I'd put the blame on languages that don't allow exceptions, and whose return value in case of errors belong to the same domain as the solution.
I've coded binary searches and sorts tons of times in C++, and yet none was succeptible to this bug. Why? Because, whenever you're talking indices, you should ALWAYS use unsigned int. Since an array can't have negative indices, if you use unsigned ints the problem is solved by design. And, if the element is not found, you throw an exception.
Instead, in C you don't have exceptions, and you have to figure out creative ways for returning errors. errno-like statics work badly with concurrency. And doing something like int search(..., int* err), and setting err inside of your functions, feels cumbersome.
So what does everyone do? Return a positive int if the index is found, or -1 otherwise.
In other words, we artificially extend the domain of the solution just to include the error. We force into the signed integer domain something that was always supposed to be unsigned.
This is the most common cause for most of the integer overflows problems out there.
When you’re talking indices, you should NEVER use int, unsigned or not. The world is 64-bit these days and int is stuck at 32 bits almost everywhere. And even on 32-bit systems indexing with unsigned int may not be safe unless you think about overflow, as this bug demonstrates (at least unsigned overflow is not immediate UB in C and C++ like signed overflow is…)
To be fair, size_t doesn't solve this particular problem; you also need to use correct array slice representation (ptr,len) not (start,end), and calculate the midpoint accordingly (ie (ptr,len/2) or (ptr+len/2,len-len/2)).
(And because C doesn't mandate correct handling of benign undefined behavior, you still have a problem if you `return ptr-orig_ptr` as a size_t offset (rather than returning the final ptr directly), because pointer subtraction is specified as producing ptrdiff_t (rather than size_t), which can 'overflow' for large arrays, despite that it's immediatedly converted back to a correct value of size_t.)
The problem is not solved by using unsigned ints though, because it stems from integer overflow. I'm afraid your implementations are, alas, also incorrect.
The type that’s meant for indexing in C and C++ is called `size_t`. It is pointer-sized. In Rust it’s called `usize` and Rust does not have implicit conversions, so if you accidentally use too narrow an integer type to compute an index, at least Rust forces you to add an explicit cast somewhere.
No. This article explicitly mentions the "int" type, which in C, C++, and Java is 32 bits long. 32-bit ints are not large enough for this purpose: they can only index 2 billion items directly (which will overflow a lot given that a standard server now has 256-512 GB of RAM), and this average calculation hits problems at around 1 billion items. Overflows on 64-bit ints (when used to store 63-bit unsigned numbers) are not going to happen for a very long time.

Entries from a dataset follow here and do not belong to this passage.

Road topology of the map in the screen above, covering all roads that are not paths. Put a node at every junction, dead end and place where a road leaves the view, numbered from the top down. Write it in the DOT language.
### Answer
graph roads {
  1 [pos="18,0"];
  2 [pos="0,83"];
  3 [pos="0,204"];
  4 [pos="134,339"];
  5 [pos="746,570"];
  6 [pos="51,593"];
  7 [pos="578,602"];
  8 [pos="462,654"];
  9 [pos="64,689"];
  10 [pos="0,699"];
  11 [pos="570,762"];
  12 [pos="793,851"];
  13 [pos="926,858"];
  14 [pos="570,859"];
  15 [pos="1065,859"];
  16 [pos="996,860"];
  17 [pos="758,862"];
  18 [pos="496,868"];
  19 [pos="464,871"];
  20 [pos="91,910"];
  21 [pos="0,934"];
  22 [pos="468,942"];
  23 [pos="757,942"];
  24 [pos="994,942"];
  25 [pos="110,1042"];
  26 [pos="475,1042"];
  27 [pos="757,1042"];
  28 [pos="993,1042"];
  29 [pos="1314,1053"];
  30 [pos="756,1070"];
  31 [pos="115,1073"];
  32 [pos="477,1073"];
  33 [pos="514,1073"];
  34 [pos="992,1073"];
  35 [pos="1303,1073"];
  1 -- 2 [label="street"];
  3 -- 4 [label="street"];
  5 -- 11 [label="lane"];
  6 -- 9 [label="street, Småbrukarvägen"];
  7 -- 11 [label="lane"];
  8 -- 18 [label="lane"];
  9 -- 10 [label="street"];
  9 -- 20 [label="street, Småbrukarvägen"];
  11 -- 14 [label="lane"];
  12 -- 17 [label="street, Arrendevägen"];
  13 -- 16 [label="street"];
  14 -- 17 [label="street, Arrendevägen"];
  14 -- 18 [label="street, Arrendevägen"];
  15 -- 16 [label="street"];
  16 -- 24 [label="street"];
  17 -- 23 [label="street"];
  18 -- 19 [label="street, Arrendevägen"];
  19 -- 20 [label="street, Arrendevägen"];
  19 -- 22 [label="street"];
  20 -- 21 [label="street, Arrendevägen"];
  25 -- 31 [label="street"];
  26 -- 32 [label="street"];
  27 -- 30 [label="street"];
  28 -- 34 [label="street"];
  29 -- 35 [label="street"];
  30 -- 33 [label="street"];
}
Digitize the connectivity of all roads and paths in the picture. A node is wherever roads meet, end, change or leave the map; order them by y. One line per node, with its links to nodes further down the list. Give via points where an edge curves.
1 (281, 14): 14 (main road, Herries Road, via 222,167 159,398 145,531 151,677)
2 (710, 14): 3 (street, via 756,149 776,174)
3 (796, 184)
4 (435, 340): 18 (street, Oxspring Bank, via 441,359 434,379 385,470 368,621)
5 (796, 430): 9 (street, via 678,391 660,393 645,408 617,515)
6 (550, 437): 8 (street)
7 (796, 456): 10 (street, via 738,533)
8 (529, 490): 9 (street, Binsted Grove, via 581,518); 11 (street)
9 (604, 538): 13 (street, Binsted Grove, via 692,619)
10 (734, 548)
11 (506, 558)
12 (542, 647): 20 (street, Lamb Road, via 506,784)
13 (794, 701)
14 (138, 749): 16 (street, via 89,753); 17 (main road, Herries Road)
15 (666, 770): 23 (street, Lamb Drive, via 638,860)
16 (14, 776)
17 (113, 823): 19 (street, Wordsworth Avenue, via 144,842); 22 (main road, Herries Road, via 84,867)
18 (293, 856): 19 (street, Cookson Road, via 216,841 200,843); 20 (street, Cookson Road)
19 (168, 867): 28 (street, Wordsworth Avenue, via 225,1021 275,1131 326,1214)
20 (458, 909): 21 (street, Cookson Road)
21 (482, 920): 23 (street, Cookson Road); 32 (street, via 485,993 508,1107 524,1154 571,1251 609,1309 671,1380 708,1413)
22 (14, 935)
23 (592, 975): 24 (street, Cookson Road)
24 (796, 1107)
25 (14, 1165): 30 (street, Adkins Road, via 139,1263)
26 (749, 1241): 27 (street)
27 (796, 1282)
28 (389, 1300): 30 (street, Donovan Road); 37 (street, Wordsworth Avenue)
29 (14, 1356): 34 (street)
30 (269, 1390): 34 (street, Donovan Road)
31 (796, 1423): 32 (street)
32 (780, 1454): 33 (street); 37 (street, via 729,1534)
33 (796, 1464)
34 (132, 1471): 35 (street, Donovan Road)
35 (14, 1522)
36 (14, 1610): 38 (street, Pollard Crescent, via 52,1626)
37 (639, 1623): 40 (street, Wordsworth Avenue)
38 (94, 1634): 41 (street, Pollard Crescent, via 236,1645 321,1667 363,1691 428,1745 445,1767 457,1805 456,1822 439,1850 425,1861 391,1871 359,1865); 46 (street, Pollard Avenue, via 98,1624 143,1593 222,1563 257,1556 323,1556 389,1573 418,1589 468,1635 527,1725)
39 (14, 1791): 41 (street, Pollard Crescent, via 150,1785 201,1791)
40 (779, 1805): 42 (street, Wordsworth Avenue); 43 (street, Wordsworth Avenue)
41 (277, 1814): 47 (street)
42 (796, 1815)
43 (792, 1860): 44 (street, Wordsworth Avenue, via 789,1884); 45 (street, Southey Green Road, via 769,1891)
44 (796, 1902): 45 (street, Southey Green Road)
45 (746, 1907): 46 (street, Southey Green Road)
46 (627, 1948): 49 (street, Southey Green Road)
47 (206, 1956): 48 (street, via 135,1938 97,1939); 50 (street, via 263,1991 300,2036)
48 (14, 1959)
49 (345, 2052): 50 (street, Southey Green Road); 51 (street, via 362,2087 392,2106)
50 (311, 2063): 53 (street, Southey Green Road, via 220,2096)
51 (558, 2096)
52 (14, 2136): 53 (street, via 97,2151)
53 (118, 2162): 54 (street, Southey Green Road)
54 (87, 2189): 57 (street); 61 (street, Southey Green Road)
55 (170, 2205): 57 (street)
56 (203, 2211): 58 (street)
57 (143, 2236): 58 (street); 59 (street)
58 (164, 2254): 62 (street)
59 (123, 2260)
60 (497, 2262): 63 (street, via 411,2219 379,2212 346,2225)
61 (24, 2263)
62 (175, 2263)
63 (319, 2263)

Wasn't Array.length 32-bit on Java when the article was written? In fact, isn't it 32-bit even now?
Moreover I don't see how you deny that using signed would lose functionality in this case—it's pretty undeniable that it gives the wrong answer in cases where unsigned would give the correct answer; the code is right in the article and you can test it out. This is true irrespective of any other cases that neither might handle correctly (assuming you believe any exist, but see my previous paragraph).
I think it'd be nice if you give some examples of how using unsigned integers for indices breaks code in cases where signed integers don't, because otherwise your comment is very unilluminating.
you need to google why size_t exists.
size_t guarantees you to be able to represent any array index. unsigned int can be arbitrarily tiny and a bigger loop may cause unsigned overflow during your loop on some architectures. in other words, your code would be broken. size_t will make it work correctly everywhere. it is the correct way of representing array indices.
I've coded binary searches and sorts tons of times in C++, and yet none was succeptible to this bug. Why? Because, whenever you're talking indices, you should ALWAYS use unsigned int. Since an array can't have negative indices, if you use unsigned ints the problem is solved by design. And, if the element is not found, you throw an exception.
Instead, in C you don't have exceptions, and you have to figure out creative ways for returning errors. errno-like statics work badly with concurrency. And doing something like int search(..., int* err), and setting err inside of your functions, feels cumbersome.
So what does everyone do? Return a positive int if the index is found, or -1 otherwise.
In other words, we artificially extend the domain of the solution just to include the error. We force into the signed integer domain something that was always supposed to be unsigned.
This is the most common cause for most of the integer overflows problems out there.